As for the new lawyer, later revealed as Jennifer Bonjean, West connected the effort to build a team around Hoover to the work of the late Robert Kardashian.

“So we found a new lawyer right now,” Ye said. “We’re putting together a new team for him. And I felt like it’s much in the footsteps of my father-in-law, Robert Kardashian. First Black victory, before we had Oprah and Obama, we had O.J.”

As for Bonjean, whose previous work includes representing Bill Cosby, Kanye said he took a liking to her after she “screamed at” him in the studio about taking pictures.

Time stamp: 26:15

Per N.O.R.E., Ye said on the phone prior to the interview that he wanted to “buy America.” Asked to clarify around the 26-minute mark, Ye said “I’m going to, okay?”

From there, Ye reflected on an invitation from Elon Musk to come out to Texas while also summarizing his ideas for how a community should be structured. “Put one farm in the middle of the community, make it so there’s no cars in the middle of the community,” Ye said when naming examples of what he would do.

Time stamps: 29:00, 31:09

Around the 29-minute mark, Ye said everyone is “on the spectrum” in some way.

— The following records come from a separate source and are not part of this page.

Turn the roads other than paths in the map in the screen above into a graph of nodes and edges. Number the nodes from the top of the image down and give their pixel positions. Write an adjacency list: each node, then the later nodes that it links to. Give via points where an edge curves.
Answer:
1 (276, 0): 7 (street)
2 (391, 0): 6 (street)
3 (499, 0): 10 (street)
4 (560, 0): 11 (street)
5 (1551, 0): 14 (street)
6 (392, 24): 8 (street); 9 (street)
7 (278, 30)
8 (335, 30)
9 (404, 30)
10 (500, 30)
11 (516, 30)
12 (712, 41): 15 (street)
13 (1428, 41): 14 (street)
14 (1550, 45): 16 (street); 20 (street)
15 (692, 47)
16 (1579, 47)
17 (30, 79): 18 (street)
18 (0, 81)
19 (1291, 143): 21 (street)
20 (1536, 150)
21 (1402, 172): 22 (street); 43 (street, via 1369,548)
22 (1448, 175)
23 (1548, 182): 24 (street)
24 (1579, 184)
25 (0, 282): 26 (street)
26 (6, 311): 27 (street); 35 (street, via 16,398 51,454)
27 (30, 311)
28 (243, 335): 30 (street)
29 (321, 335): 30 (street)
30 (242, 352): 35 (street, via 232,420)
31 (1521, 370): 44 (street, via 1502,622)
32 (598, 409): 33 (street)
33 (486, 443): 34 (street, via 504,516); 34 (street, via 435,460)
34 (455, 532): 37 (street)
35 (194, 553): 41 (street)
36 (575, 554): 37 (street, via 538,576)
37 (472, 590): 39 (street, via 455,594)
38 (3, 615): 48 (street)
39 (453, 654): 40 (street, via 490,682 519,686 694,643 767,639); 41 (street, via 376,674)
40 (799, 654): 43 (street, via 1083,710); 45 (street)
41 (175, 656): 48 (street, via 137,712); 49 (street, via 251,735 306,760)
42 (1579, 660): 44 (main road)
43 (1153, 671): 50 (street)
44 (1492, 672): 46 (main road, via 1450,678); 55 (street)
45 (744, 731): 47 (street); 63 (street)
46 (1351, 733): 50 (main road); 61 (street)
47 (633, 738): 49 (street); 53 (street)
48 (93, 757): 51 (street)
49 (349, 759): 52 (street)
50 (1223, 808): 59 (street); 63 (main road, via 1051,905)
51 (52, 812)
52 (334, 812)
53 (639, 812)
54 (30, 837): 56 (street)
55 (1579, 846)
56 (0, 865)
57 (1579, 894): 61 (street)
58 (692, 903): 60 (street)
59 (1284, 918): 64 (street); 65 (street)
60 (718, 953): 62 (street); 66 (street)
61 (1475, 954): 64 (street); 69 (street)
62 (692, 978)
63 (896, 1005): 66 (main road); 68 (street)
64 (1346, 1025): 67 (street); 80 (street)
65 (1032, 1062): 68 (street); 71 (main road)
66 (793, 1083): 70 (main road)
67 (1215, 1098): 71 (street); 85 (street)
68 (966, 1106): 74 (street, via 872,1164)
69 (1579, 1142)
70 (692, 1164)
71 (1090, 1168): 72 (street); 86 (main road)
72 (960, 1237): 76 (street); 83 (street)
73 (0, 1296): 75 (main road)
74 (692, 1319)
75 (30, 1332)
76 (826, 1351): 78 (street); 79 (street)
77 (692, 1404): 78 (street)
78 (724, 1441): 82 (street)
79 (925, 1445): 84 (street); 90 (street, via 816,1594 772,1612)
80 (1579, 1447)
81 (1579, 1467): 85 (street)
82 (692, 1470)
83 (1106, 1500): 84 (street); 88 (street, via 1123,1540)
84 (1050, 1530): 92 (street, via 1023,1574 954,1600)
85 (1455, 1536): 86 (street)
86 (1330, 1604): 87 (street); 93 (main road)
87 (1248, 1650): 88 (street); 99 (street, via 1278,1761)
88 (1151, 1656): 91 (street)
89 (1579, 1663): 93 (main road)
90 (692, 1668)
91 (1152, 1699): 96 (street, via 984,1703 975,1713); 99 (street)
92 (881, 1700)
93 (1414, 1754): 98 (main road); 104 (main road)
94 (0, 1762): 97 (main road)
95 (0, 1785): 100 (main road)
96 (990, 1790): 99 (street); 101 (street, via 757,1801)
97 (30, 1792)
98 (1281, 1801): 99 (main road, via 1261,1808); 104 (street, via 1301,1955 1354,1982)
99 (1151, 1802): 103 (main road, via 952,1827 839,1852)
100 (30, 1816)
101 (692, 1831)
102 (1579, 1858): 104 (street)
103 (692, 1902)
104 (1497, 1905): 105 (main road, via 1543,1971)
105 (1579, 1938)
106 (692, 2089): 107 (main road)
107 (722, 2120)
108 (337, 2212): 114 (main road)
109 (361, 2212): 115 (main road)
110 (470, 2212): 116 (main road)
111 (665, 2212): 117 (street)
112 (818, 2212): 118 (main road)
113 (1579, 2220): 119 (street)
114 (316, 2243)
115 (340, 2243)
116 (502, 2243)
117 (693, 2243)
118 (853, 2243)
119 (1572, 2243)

“Only a couple of us went to the hospital or have been diagnosed with medication,” he clarified before moving into a reflection on a paparazzi incident in 2008. “When I slammed the paparazzi that day, they made me go to anger management. I’m sitting there with Amber Rose at the anger management situation and the anger management coach just keeps on hitting on Amber and then giving me some medication. That was the beginning of my medication. That was the snowball into eventually ending up being diagnosed as bipolar, which there’s a lot of people who will say, ‘I don’t believe that you are actually bipolar.’”

Calling someone “crazy,” in Ye’s opinion, is used as the “final cutoff” to shut someone down.

“We were raised into this life racist, sexist, homophobic, but now also a phobia of things of mental health,” he said.

Ye also drew in a There Will Be Blood reference.

“They’ll be like, ‘You need your meds. You’re not in your best mental state right now,’” he said. “No, I know what’s going on and I’m not having it. I’m Buffalo Bill. I’m one of them characters from the movies back in the days. Think about There Will Be Blood, man. They wasn’t having it. I’m not having none of it from nobody, ever. Period. On my life, on my mama, on God.”

Time stamp: 39:43

Unfortunately, Ye didn’t step in with some support for sex workers here. He did, however, claim to utilize OnlyFans content in a “bootleg” (i.e. non-paying) capacity.

“With men, we lower our power for just desire,” he said. “Men, we just be horny and then we’re gonna text these girls or DM or whatever they do on OnlyFans, because I get my OnlyFans off of Reddit. I bootleg the OnlyFans.”

Time stamp: 1:09:06

It wasn’t just a random Grammy, of which Ye has 22, that was selected when filming took place for the eventually tweeted footage of urination.

“One of the things when I pissed on the Grammy, I kept on picking up Grammys because there was so many of them and every time I looked at it, it would be one with someone else. … So I actually pissed on the ‘Stronger’ Grammy,” he explained, joking that peeing on it ultimately brought him “good luck” due to another win.